### Excerpted records ###
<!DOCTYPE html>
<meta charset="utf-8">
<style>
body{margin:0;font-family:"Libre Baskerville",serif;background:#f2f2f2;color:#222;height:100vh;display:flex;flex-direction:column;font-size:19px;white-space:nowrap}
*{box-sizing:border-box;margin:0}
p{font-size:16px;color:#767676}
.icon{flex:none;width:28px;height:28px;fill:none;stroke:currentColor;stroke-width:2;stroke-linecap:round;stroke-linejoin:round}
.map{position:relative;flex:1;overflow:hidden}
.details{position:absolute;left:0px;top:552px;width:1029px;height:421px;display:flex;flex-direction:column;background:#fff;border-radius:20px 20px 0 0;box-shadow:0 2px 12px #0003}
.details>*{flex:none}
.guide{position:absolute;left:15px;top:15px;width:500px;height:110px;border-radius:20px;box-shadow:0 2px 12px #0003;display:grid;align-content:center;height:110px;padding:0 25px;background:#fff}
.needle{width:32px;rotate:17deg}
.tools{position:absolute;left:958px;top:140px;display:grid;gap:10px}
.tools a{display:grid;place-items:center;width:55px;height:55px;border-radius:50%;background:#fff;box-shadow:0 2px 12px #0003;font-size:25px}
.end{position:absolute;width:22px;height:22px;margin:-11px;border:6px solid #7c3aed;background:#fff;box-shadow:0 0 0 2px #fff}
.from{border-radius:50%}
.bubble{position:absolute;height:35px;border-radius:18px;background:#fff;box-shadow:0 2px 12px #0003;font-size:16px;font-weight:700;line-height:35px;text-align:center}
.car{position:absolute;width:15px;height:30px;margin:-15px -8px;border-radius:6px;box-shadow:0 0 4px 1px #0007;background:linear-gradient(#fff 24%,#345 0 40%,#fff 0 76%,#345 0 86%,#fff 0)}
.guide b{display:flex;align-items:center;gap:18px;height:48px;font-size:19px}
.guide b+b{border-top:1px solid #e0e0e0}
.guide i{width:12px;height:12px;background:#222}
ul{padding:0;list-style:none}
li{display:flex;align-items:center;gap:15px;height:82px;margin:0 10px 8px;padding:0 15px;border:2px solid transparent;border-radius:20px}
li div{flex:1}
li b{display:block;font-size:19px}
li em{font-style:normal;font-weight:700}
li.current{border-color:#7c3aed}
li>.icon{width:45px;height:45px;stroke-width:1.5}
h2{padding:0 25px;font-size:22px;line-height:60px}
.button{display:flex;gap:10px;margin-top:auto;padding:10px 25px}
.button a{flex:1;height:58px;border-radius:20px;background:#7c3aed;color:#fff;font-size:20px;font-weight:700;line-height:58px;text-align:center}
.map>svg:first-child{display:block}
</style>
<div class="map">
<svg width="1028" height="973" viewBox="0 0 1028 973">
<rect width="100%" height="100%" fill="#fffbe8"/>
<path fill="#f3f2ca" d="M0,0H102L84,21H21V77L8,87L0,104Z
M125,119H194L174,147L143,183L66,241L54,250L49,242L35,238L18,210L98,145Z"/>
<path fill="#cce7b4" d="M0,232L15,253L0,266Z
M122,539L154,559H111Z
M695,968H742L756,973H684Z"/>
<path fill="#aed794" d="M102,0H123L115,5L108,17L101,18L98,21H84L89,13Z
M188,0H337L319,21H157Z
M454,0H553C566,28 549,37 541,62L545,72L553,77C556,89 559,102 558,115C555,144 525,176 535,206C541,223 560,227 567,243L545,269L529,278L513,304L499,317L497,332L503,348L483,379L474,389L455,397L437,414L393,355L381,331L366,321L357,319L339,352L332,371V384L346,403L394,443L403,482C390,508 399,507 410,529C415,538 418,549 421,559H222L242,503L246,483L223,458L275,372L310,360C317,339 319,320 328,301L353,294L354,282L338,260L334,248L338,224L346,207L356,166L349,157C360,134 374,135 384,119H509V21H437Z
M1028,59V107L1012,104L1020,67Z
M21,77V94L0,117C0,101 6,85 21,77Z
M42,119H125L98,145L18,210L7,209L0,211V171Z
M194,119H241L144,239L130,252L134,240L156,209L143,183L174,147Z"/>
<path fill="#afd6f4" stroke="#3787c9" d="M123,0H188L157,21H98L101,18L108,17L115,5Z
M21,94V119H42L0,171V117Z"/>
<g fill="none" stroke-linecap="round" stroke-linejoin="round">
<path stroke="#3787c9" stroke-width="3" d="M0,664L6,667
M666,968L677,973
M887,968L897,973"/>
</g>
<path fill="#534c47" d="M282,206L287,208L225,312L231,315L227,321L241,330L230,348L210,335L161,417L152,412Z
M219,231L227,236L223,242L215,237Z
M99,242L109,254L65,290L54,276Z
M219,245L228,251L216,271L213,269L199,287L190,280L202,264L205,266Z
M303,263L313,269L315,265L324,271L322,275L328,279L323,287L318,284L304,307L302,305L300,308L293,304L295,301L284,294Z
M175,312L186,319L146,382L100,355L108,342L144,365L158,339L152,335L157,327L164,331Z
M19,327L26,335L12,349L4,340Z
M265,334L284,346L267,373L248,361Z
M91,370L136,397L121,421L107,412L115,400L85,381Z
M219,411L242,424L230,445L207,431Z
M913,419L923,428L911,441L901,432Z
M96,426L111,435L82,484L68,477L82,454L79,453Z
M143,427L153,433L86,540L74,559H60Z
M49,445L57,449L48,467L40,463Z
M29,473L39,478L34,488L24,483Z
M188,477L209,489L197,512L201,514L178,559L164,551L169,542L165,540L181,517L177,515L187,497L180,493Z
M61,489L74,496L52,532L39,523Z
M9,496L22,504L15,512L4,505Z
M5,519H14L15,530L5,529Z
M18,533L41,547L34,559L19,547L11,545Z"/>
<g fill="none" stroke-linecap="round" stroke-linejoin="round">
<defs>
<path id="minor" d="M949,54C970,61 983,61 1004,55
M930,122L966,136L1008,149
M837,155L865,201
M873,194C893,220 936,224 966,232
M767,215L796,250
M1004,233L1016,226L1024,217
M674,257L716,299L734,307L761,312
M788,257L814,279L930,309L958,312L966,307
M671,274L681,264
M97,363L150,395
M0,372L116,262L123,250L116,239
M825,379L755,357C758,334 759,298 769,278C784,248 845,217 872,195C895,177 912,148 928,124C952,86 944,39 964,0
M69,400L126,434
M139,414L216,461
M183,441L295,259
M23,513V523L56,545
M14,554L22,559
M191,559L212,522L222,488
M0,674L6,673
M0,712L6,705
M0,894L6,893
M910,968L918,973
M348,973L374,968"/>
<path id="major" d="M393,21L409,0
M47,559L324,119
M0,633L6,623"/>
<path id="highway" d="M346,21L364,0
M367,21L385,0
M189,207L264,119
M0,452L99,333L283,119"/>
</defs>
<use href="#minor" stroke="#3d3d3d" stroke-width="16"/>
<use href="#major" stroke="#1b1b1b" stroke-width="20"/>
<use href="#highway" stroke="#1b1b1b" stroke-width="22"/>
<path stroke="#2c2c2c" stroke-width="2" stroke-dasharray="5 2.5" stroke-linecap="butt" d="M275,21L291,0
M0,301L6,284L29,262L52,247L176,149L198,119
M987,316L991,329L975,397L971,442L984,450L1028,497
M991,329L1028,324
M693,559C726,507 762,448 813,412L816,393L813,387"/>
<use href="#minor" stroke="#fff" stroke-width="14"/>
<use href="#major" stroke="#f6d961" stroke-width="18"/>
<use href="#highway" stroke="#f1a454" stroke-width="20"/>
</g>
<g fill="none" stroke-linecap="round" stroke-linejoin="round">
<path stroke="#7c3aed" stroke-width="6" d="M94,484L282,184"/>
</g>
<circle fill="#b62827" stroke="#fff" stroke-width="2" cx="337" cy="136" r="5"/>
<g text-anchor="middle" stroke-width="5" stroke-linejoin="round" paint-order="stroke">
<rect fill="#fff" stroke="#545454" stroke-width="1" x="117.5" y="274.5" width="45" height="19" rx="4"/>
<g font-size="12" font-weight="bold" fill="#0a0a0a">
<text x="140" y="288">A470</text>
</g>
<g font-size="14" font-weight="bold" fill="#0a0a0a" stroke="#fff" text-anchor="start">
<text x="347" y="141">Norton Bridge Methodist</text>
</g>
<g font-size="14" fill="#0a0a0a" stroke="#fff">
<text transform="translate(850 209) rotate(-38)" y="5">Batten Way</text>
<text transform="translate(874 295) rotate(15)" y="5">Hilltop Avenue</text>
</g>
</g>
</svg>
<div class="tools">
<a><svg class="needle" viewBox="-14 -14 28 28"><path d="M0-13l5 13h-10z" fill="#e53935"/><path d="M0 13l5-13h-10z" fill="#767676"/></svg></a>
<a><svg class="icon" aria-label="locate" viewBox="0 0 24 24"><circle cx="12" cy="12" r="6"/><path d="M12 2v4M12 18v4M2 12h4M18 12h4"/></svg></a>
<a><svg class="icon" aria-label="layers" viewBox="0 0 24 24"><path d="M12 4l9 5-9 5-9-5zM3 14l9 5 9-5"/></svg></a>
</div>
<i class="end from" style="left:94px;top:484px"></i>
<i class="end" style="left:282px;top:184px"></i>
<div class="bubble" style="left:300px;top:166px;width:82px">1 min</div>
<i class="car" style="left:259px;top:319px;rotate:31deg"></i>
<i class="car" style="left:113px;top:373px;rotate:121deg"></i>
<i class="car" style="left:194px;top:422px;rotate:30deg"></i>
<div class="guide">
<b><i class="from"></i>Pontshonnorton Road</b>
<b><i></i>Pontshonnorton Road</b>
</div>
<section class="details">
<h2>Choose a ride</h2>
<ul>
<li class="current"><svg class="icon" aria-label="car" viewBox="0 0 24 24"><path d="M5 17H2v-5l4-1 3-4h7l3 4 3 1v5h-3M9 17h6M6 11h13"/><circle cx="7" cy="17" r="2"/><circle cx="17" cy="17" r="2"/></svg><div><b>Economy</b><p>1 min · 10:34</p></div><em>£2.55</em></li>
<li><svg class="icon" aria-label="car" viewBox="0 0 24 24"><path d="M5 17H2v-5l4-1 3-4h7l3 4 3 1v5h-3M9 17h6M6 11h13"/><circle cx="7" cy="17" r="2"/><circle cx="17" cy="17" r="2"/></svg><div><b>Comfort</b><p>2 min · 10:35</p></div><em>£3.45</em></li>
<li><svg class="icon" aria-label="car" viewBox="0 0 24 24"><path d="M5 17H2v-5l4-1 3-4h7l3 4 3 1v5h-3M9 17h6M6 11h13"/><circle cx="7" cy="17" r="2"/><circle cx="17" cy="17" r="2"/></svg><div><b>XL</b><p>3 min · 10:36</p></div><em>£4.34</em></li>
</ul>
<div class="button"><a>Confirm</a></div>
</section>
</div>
###
Exactly how many lines of the listing hold the word "button"? State only the number.

3